(Assignment): Please copy every line from the following entries in which the word "IDIR" appears.

(Collected data)
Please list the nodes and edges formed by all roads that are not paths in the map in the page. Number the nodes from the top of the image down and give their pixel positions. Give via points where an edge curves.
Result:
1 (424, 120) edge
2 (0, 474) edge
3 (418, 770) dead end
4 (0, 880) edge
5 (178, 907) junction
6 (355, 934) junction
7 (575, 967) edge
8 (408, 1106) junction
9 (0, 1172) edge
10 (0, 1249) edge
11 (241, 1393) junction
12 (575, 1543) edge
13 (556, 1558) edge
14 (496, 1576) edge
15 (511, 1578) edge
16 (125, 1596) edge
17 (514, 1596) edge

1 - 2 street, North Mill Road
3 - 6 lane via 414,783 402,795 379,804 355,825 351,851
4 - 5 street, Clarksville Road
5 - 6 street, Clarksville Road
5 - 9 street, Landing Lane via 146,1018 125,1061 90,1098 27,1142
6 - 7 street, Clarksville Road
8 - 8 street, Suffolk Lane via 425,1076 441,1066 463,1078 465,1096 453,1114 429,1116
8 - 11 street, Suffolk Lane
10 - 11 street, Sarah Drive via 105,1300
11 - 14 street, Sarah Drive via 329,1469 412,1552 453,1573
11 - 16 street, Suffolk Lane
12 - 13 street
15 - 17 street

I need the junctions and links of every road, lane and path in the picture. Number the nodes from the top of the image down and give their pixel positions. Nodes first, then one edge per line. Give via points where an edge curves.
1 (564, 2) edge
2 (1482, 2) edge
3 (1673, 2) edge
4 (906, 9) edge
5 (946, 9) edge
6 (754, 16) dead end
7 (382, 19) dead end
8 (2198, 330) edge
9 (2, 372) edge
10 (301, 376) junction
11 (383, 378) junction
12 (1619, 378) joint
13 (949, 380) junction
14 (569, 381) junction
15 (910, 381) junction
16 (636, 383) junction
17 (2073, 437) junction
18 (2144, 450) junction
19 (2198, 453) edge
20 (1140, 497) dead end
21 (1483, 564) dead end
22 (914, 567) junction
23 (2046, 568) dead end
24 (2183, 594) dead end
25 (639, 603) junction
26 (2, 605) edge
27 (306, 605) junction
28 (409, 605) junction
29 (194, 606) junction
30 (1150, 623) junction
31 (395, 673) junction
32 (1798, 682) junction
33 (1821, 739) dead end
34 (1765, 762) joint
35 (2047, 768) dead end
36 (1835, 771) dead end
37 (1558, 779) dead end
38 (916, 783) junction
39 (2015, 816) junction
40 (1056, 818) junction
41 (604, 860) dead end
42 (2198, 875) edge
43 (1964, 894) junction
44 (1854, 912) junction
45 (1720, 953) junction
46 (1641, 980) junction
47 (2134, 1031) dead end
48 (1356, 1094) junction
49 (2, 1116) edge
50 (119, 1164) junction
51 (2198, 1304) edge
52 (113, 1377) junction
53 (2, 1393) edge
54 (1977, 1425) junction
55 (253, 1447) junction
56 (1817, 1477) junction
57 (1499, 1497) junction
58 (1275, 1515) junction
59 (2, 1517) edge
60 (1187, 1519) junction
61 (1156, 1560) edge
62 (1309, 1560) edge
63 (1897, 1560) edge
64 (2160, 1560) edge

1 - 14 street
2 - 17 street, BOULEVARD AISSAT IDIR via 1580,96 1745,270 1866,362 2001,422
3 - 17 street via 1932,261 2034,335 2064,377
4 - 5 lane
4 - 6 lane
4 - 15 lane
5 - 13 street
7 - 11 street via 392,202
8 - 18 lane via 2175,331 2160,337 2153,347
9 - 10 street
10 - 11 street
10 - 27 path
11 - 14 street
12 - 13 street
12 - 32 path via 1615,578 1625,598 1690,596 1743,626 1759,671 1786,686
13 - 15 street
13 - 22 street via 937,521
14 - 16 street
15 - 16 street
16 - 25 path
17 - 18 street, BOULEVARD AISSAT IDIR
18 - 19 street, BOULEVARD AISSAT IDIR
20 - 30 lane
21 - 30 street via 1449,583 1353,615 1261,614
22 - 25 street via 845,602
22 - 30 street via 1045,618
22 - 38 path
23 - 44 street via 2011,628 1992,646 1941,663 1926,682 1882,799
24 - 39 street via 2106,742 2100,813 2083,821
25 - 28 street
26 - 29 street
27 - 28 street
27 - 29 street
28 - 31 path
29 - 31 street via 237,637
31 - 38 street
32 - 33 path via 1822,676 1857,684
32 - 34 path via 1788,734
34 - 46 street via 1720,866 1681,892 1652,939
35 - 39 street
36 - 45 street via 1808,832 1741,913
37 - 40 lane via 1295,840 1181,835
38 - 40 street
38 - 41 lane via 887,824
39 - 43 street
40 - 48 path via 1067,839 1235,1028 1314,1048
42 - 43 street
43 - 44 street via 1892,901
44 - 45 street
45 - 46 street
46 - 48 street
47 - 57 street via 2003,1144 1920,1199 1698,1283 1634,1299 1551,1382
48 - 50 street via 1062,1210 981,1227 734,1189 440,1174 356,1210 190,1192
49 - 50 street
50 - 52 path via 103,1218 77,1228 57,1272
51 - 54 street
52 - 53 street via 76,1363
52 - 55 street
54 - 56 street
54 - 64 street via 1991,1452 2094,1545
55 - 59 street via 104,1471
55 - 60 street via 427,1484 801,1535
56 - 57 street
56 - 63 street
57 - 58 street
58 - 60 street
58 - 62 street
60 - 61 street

(Exercise response):
2 - 17 street, BOULEVARD AISSAT IDIR via 1580,96 1745,270 1866,362 2001,422
17 - 18 street, BOULEVARD AISSAT IDIR
18 - 19 street, BOULEVARD AISSAT IDIR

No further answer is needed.